# Disgust With AlfaMega Coupon



## robbiev (Nov 14, 2013)

Im writing in disgust to inform AlfaMega customers collecting coupons for any Grundig appliances. 

My wife needed a new steam iron so i was delighted so see the new promotion AlfaMega were offering, for 60 coupons and 99.99 euros or 120 coupons and 49.99 euros you would recieve a new grundig steam iron 

I do most of my shopping at AlfaMega so this was not a tall task and save my 60 coupon very quickly costing me 1200 euros in shopping for the coupons, job done my wife was going to get here new iron . Happy days 

When we went down to pick up our new steam iron we were told there was no more left, i asked when they were getting some more in and to my suprise they said there not 

This offers runs untill 2nd Febuary and they have run out already.

If your saving coupon for one of these product forget it, it was a sale ploy to get us to spent more money for a product what was very limited in stock

I will be emailing AlfaMega to exspess my frustion and from now on shopping at Carrefore

Please pass this message around and inform AlfaMega customer

From an x AlfaMega customer


----------



## Veronica (Apr 5, 2008)

It does say on the coupons while stocks last. Obviously there will be some items that are more popular than others and stock will run out. 

For me the whole shopping experience is so much more pleasant in Alpha Mega than Carrefour you wouldn't pry me away oversome silly little thing like that.


----------



## PeteandSylv (Sep 24, 2008)

Like most coupon collect offers the goods you get are not at a very good price. They are marketing ploys that have to be self financing.
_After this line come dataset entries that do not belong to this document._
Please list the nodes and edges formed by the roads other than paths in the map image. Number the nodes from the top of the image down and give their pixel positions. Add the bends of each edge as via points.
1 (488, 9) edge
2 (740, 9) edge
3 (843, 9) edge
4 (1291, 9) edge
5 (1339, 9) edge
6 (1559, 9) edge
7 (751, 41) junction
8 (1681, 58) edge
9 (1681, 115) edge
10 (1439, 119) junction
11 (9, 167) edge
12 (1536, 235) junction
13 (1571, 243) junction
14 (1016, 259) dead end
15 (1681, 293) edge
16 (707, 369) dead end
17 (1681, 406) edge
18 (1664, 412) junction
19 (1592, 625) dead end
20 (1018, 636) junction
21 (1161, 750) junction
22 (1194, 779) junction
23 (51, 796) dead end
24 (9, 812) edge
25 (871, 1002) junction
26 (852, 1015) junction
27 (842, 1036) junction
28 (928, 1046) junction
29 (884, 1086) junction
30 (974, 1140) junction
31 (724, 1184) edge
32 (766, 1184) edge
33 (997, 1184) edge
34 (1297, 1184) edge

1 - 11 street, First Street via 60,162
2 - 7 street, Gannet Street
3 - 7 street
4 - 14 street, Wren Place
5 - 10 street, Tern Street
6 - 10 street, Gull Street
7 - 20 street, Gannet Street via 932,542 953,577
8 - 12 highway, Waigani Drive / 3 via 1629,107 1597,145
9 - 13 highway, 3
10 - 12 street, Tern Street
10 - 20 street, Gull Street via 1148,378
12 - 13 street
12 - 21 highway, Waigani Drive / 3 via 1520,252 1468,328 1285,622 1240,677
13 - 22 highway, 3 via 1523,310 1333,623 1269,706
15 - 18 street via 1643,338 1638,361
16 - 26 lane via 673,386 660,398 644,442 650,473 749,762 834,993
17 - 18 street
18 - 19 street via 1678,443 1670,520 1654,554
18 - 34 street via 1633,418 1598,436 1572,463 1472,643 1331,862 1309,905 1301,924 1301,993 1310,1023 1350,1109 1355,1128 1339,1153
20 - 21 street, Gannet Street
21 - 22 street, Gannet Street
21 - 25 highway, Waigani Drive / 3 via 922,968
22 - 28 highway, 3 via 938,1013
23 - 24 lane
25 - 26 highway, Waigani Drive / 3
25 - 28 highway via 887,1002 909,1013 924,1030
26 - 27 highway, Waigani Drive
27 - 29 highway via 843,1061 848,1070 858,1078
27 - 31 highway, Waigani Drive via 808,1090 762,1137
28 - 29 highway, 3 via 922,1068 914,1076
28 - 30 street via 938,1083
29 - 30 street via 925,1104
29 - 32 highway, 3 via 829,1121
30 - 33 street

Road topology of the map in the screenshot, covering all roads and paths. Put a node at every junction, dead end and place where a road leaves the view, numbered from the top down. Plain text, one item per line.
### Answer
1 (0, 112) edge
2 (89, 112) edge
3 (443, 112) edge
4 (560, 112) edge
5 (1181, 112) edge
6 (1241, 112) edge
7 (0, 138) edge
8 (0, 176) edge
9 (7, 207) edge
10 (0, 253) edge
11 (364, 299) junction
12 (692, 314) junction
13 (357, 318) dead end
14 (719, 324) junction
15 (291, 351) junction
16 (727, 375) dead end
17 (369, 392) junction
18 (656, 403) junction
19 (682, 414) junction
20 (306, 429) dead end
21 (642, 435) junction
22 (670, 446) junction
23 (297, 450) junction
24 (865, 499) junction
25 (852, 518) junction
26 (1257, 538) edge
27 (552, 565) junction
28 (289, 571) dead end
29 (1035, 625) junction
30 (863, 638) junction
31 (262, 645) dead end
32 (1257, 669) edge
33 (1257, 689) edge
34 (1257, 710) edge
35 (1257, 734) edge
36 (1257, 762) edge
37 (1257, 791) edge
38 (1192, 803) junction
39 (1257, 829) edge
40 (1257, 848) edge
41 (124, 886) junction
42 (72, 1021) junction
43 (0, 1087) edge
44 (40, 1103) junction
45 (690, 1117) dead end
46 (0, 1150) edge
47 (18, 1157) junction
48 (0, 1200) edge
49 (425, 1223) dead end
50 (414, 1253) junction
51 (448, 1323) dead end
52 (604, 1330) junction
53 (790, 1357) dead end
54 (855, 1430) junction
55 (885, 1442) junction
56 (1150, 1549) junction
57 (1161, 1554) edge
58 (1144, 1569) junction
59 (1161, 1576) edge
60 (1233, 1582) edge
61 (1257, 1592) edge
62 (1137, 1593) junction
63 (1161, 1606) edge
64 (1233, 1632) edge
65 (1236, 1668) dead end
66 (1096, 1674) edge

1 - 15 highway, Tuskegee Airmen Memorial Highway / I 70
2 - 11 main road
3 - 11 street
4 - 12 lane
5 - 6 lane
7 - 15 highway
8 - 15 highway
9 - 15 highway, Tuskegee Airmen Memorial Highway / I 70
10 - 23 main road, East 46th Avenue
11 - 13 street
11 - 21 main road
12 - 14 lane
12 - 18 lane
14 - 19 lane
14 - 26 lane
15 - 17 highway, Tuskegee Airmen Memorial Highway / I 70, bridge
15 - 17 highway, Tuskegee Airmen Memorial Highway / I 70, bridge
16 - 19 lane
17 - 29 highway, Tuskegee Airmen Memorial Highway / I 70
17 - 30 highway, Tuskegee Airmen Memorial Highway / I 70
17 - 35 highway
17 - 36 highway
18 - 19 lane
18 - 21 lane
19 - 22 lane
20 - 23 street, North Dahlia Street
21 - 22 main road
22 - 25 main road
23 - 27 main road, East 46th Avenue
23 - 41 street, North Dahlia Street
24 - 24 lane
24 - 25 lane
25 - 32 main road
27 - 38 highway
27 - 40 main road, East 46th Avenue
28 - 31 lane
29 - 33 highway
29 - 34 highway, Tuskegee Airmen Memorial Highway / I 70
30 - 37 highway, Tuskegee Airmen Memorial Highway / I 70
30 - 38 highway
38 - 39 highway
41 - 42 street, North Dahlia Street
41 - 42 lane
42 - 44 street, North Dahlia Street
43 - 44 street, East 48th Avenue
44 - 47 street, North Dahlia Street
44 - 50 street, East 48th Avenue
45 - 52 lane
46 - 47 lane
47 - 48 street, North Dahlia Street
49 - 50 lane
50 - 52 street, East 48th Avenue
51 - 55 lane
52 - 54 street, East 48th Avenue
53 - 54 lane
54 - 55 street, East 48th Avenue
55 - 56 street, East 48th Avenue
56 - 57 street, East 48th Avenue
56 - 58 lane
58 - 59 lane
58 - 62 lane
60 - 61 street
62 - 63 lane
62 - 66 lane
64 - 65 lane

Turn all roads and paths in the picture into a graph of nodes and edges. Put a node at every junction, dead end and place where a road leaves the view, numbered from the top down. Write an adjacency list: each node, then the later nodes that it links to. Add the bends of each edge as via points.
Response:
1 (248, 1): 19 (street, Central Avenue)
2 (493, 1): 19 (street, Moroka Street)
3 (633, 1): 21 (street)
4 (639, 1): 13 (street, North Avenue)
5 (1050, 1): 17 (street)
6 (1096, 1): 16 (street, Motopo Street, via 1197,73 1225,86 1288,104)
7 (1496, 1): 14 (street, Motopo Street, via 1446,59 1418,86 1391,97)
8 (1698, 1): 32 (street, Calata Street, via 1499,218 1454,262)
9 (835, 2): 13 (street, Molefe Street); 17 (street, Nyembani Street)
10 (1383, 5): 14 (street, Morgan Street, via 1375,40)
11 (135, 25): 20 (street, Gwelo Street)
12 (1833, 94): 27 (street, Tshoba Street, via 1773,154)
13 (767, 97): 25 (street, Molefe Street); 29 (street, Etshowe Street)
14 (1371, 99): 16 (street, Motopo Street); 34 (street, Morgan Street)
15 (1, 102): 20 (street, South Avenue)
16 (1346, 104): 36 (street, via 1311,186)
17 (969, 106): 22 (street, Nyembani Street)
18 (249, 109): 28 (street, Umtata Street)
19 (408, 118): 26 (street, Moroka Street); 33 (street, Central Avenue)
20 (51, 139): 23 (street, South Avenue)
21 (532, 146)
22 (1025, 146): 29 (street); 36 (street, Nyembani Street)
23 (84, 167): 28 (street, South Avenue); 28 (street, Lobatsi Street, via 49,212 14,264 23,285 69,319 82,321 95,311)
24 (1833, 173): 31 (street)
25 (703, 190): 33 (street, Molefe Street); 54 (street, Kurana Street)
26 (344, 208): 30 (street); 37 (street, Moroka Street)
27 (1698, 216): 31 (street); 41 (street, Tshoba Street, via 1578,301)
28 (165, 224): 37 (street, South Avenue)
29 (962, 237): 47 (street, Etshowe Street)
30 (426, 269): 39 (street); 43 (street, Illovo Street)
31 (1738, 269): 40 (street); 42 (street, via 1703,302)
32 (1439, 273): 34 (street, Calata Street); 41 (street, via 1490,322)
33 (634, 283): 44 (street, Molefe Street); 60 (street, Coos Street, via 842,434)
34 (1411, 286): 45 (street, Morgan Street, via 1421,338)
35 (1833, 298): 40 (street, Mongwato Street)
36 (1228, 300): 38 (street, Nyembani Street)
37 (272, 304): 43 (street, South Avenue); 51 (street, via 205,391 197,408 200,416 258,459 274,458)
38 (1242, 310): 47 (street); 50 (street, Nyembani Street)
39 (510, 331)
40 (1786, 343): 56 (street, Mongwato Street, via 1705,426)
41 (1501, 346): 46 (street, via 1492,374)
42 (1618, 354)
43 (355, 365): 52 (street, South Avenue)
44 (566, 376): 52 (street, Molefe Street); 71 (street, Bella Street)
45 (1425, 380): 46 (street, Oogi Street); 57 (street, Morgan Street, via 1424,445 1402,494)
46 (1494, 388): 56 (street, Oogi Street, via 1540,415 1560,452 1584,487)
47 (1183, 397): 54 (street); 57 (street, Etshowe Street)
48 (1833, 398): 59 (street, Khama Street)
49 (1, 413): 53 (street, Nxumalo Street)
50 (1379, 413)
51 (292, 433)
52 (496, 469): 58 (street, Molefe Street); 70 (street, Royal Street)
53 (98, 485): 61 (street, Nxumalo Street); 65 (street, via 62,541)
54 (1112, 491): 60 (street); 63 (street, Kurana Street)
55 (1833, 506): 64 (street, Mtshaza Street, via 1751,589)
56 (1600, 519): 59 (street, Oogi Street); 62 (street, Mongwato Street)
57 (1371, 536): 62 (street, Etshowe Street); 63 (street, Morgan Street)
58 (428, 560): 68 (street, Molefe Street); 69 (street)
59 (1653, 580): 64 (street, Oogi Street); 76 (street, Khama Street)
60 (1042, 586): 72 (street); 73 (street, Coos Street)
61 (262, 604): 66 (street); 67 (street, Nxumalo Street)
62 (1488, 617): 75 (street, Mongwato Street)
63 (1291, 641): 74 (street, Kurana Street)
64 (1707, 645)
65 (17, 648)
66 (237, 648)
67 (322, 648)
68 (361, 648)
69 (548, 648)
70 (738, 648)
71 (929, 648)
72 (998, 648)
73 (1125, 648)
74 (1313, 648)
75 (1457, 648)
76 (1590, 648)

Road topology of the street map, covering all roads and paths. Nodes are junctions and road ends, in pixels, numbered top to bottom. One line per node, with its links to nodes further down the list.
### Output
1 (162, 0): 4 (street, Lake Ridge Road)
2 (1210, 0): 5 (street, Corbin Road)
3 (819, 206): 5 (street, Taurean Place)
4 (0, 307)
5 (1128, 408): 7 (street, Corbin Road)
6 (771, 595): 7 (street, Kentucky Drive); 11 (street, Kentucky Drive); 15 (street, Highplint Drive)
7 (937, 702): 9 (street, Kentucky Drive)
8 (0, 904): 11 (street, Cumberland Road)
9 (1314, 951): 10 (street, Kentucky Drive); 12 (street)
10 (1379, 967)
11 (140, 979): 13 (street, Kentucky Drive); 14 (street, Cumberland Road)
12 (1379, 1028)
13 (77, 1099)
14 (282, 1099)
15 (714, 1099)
Had AlphaMega done something detrimental that was not in their terms and conditions I would be in full agreement with you but they did not.

Of course you can "vote with your feet" but to give up a much more pleasant shop with it's helpful staff for another which I occasionally use but generally dislike due to the ridiculous high volume of their piped music would seem to be shooting yourself on those feet.

It might be worth talking to their head office and asking if they can assist. There might be the iron you want sitting in another branch.

Pete


----------



## Mycroft (Sep 9, 2009)

I have had several of the 'offers' from stamps as I prefer to shop at Alpha Mega. The goods include glasses, a serving dish and a bag, all have been of excellent quality. I have also been extremely disappointed with a UK superstore where the item had been saving for for weeks was gone. 

I have also had a bread maker from Alpha Mega with their points system, it was out of stock at my 'home' store but they phoned up a sister store and had one put aside for me to collect. I have nothing but praise for this supermarket from the excellent customer service to the quality of the food stuffs. The recent Tesco contract being an added bonus!!!!


----------



## robbiev (Nov 14, 2013)

Thank's Pete
Im not trying to put people off from shopping at AlfaMega but to inform them that although there offer is running until 2 February All stocks for most items have run out 

May they should stop handing out coupon and the checkout as they are worthless 

Hope you all have a Merry Christmas


----------



## Tanager (Mar 14, 2009)

I saw actually a small sign at the checkout in AlphaMega in Paphos that they don't have these irons anymore. 
We like the place too. Their customer service is excellent and they have nice food at their restaurant.


----------



## potamiou (Jan 10, 2010)

My only experience of AlphaMega was a visit to one of the ex-Orphanides stores which AlphaMega are taking over. Following the AlphaMega shopping experience, I shall continue with Carrefour, and Lysiotis!


----------